In Class: Pick someone from the class who you do not know; agree with them to work together for this assignment. There is no point cheating: you will be graded not on the accuracy of your description but the intelligence of your thinking. Knowing the person will probably hurt you as you may assume something for which you have no evidence.

Put your name and all the usual information (student id number, course name, professor name, date) on a sheet of paper (8 1/2" x 11"); write down, very neatly, at least five to ten things you have noticed about the person and what each tells you about them. Add at least a sentence telling how they all fit together to give you an impression of the person. Format your paper so that the information is clear: Identify the things you noticed, what you learned from each and why, and how they all fit together. Do not make your reader work. Do not allow your reader to misunderstand you.

Here are some ideas of things you might notice. You may notice others. What is important is how you explain what you notice and how you integrate the meaning of the things you notice to get an impression of the person:

When you are done, exchange papers with the other person. You will hand in the papers you exchange in class with your homework.

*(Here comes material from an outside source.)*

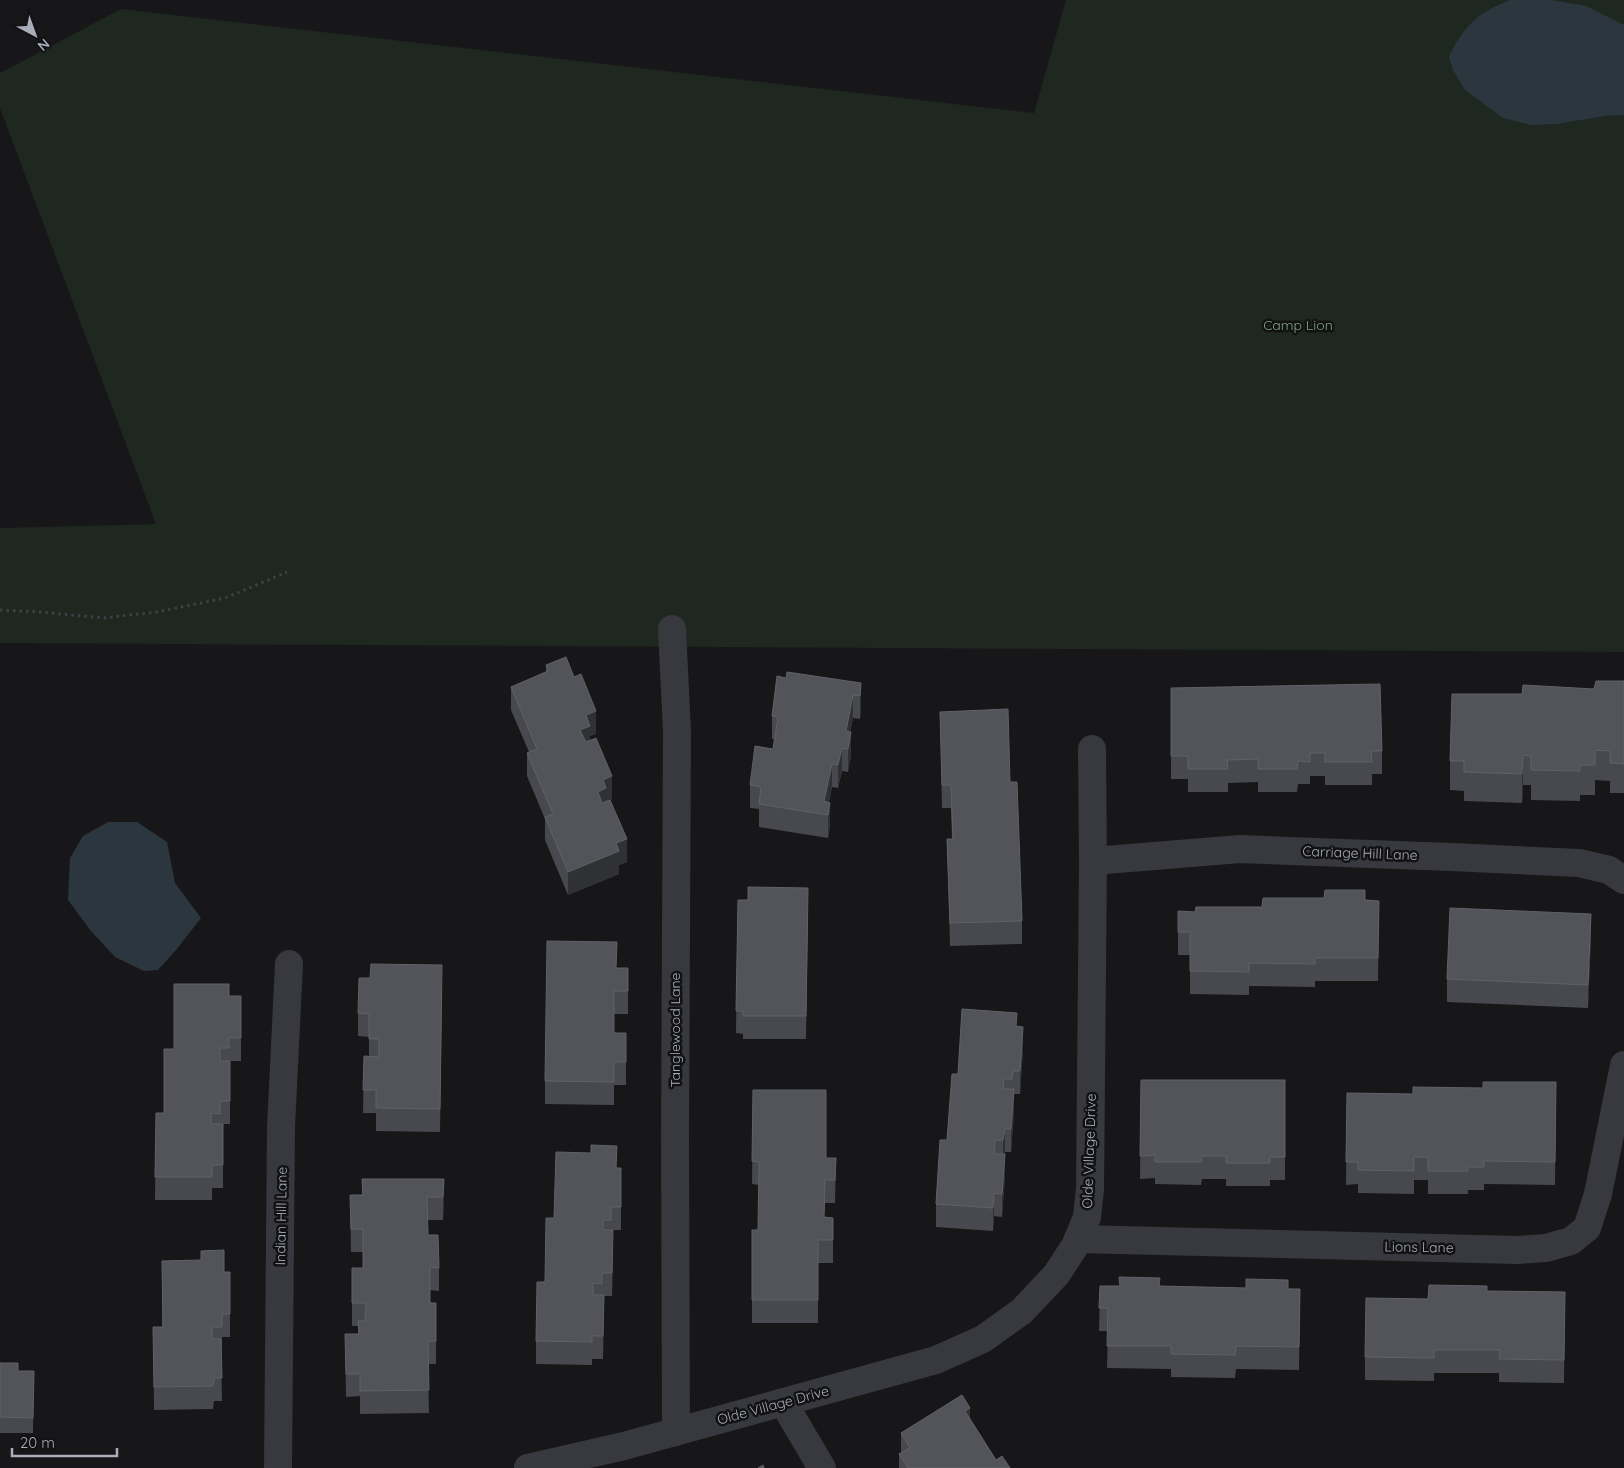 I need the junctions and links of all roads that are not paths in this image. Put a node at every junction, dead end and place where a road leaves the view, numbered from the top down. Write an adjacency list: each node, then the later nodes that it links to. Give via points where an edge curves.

For next Monday: write at least three pages (properly formatted for a college paper) commenting on what the other person wrote about you. You should note the factual accuracy of the observations, discuss how well they have interpreted what they noticed and how well their impression corresponds to who you are. If they were not very close, try to explain where they went wrong. Alternatively you might find that they got the wrong impression because you sent out misleading signals. Hand in both papers.

Grading

You will be graded on your initial in-class paper and your typed essay. Neatness, presentation, grammar, spelling, formatting, content, effort and thought will count. I will read each paper to see if it fulfills the assignment. I will look for a paper that has something to say that is worth reading. The easier it is to read the paper, the more agreeable the experience, the better.